* [Task item] The full set of lines below has to be duplicated exactly, with no picture kept.

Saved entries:
=== Begin Enclosure ===

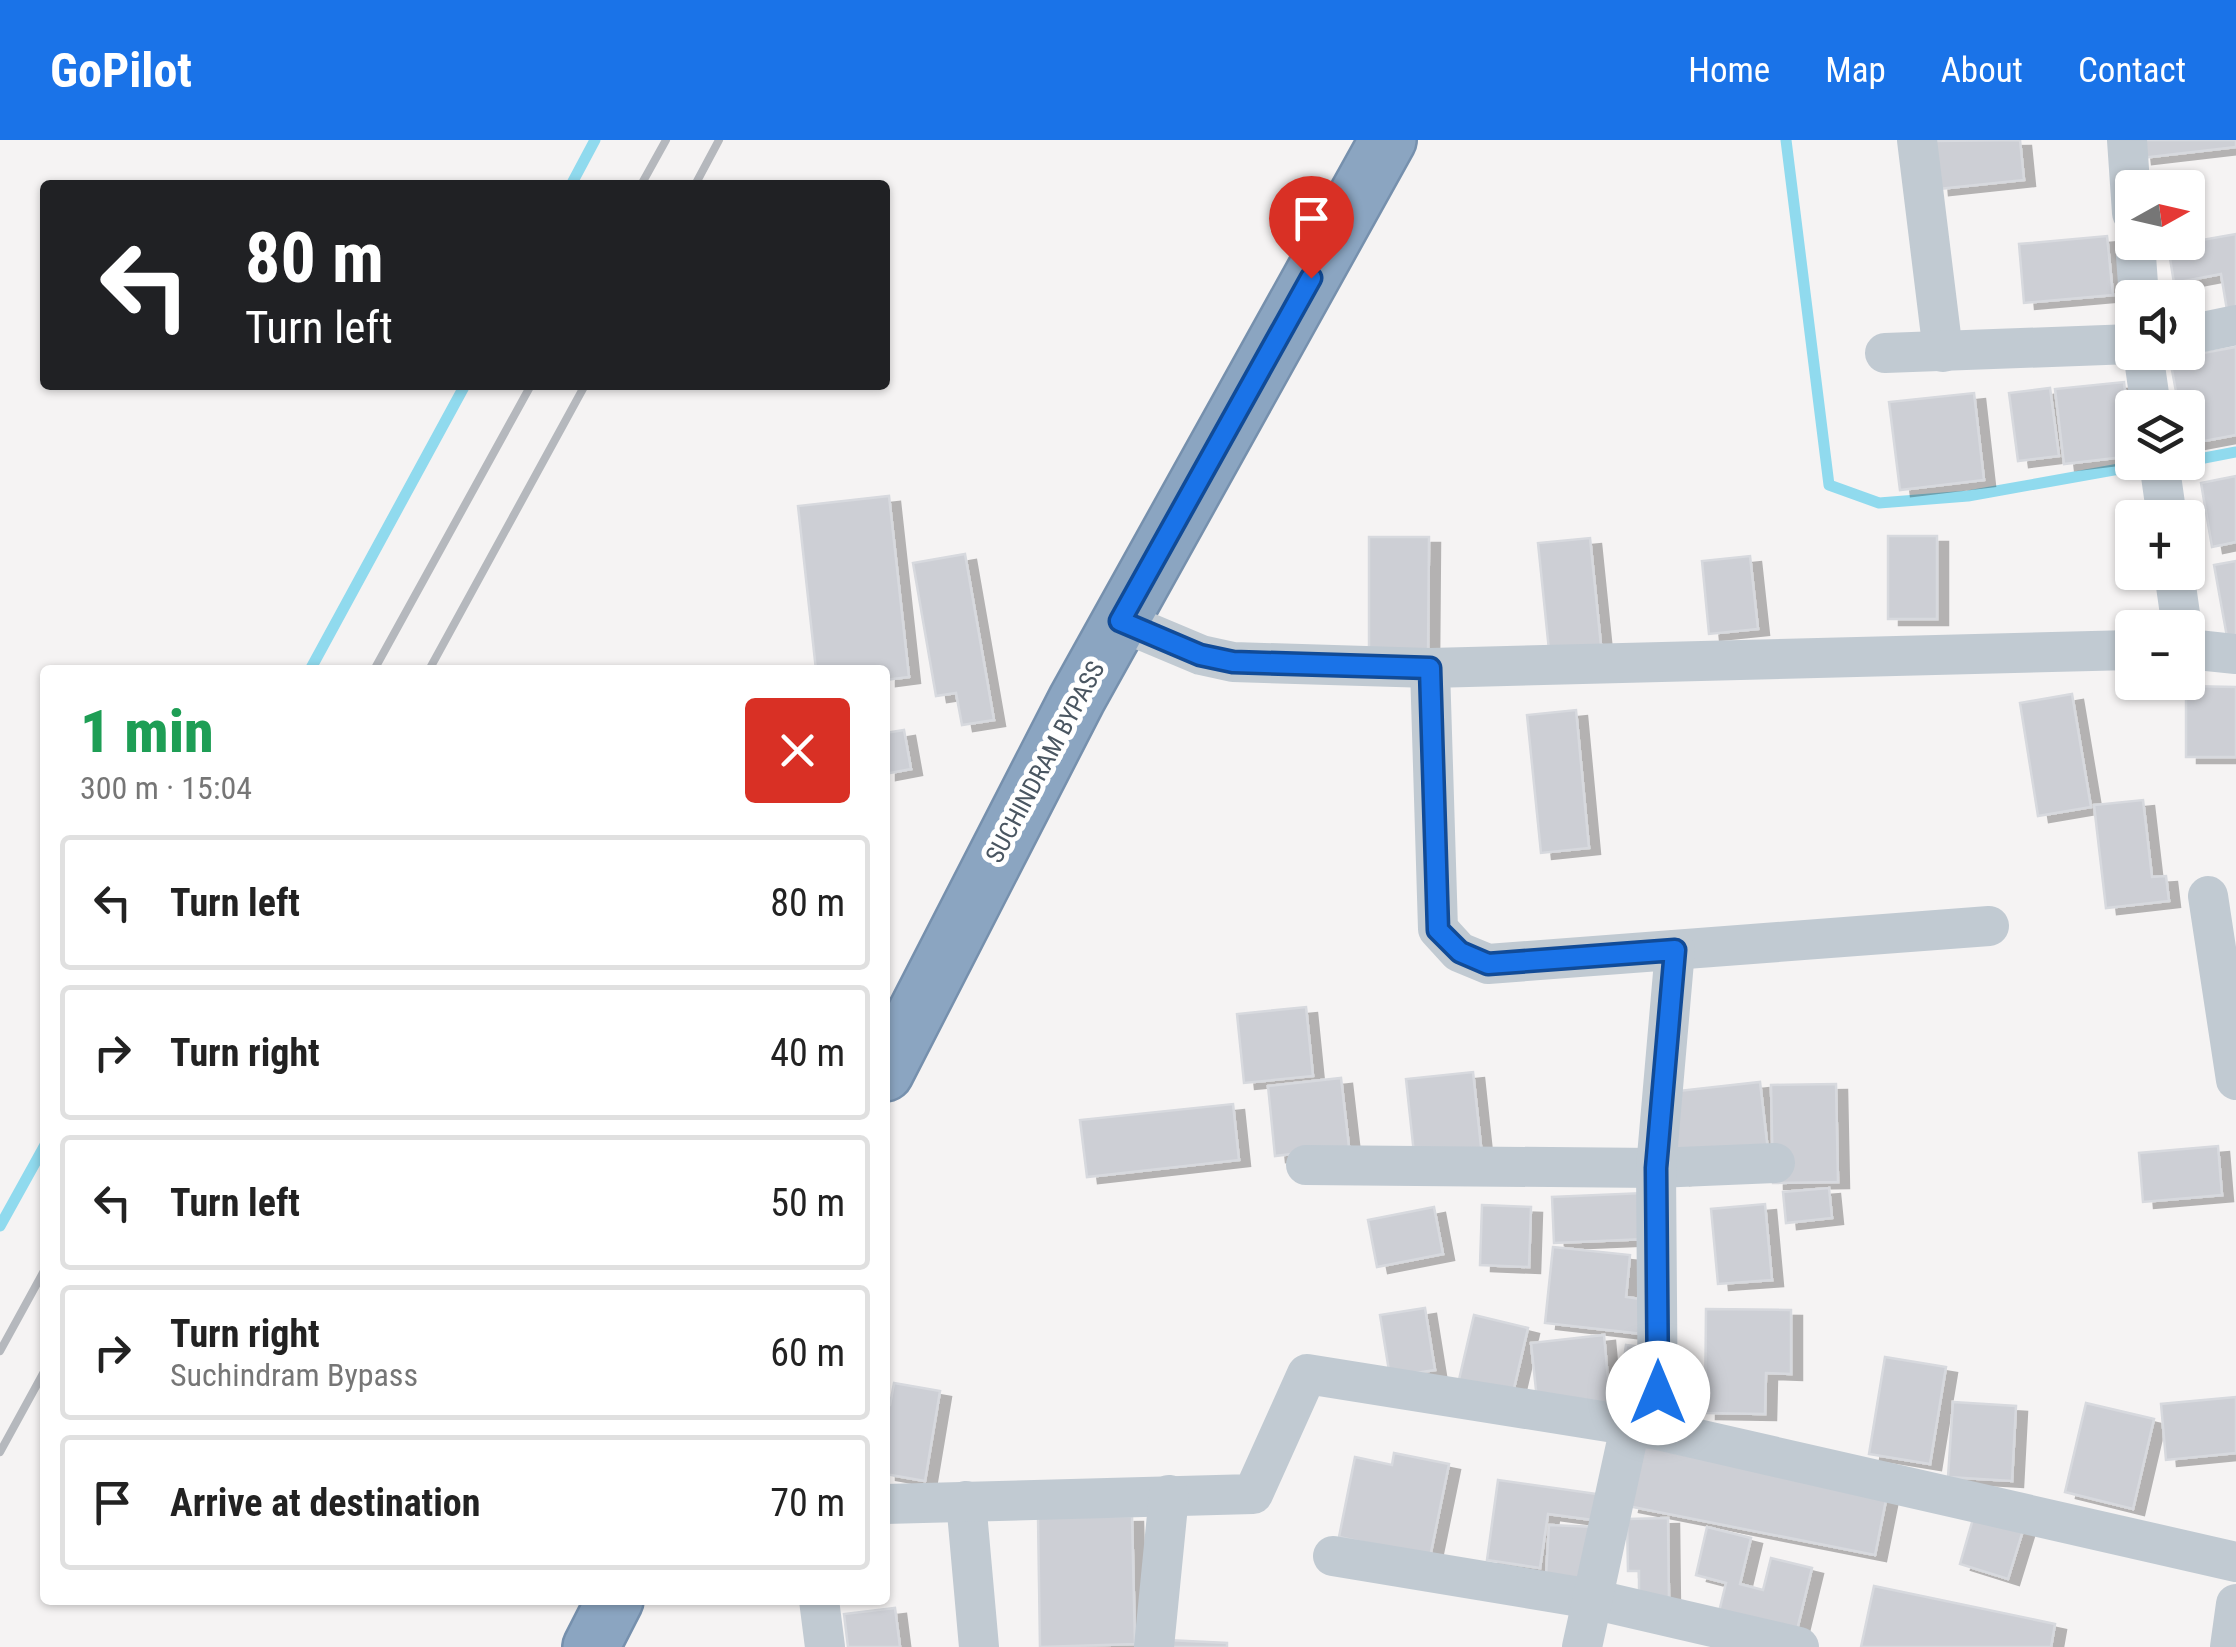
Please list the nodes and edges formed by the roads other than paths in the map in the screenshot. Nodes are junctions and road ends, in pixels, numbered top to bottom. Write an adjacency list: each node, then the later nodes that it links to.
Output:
1 (1388, 140): 10 (highway, SUCHINDRAM BYPASS)
2 (1917, 140): 8 (street)
3 (2127, 140): 4 (street)
4 (2129, 170)
5 (2236, 326): 6 (street)
6 (2205, 331)
7 (2115, 345): 8 (street)
8 (1943, 352): 9 (street)
9 (1885, 353)
10 (1120, 621): 14 (street); 18 (highway, SUCHINDRAM BYPASS)
11 (2115, 650): 14 (street)
12 (2205, 651): 13 (street)
13 (2236, 654)
14 (1430, 668): 17 (street)
15 (2208, 896): 19 (street)
16 (1989, 926): 17 (street)
17 (1675, 950): 22 (street)
18 (890, 1063)
19 (2236, 1080)
20 (1306, 1164): 22 (street)
21 (1775, 1164): 22 (street)
22 (1656, 1168): 23 (street)
23 (1644, 1428): 24 (street); 28 (street); 29 (street)
24 (1169, 1494): 25 (street); 36 (street)
25 (966, 1500): 26 (street); 35 (street)
26 (890, 1504)
27 (1333, 1556): 29 (street)
28 (2236, 1562)
29 (1592, 1599): 37 (street); 38 (street)
30 (2236, 1604): 39 (street)
31 (612, 1605): 33 (highway)
32 (820, 1605): 34 (street)
33 (591, 1647)
34 (825, 1647)
35 (980, 1647)
36 (1154, 1647)
37 (1582, 1647)
38 (1799, 1647)
39 (2230, 1647)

=== End Enclosure ===

* [Reply]
Please list the nodes and edges formed by the roads other than paths in the map in the screenshot. Nodes are junctions and road ends, in pixels, numbered top to bottom. Write an adjacency list: each node, then the later nodes that it links to.
Output:
1 (1388, 140): 10 (highway, SUCHINDRAM BYPASS)
2 (1917, 140): 8 (street)
3 (2127, 140): 4 (street)
4 (2129, 170)
5 (2236, 326): 6 (street)
6 (2205, 331)
7 (2115, 345): 8 (street)
8 (1943, 352): 9 (street)
9 (1885, 353)
10 (1120, 621): 14 (street); 18 (highway, SUCHINDRAM BYPASS)
11 (2115, 650): 14 (street)
12 (2205, 651): 13 (street)
13 (2236, 654)
14 (1430, 668): 17 (street)
15 (2208, 896): 19 (street)
16 (1989, 926): 17 (street)
17 (1675, 950): 22 (street)
18 (890, 1063)
19 (2236, 1080)
20 (1306, 1164): 22 (street)
21 (1775, 1164): 22 (street)
22 (1656, 1168): 23 (street)
23 (1644, 1428): 24 (street); 28 (street); 29 (street)
24 (1169, 1494): 25 (street); 36 (street)
25 (966, 1500): 26 (street); 35 (street)
26 (890, 1504)
27 (1333, 1556): 29 (street)
28 (2236, 1562)
29 (1592, 1599): 37 (street); 38 (street)
30 (2236, 1604): 39 (street)
31 (612, 1605): 33 (highway)
32 (820, 1605): 34 (street)
33 (591, 1647)
34 (825, 1647)
35 (980, 1647)
36 (1154, 1647)
37 (1582, 1647)
38 (1799, 1647)
39 (2230, 1647)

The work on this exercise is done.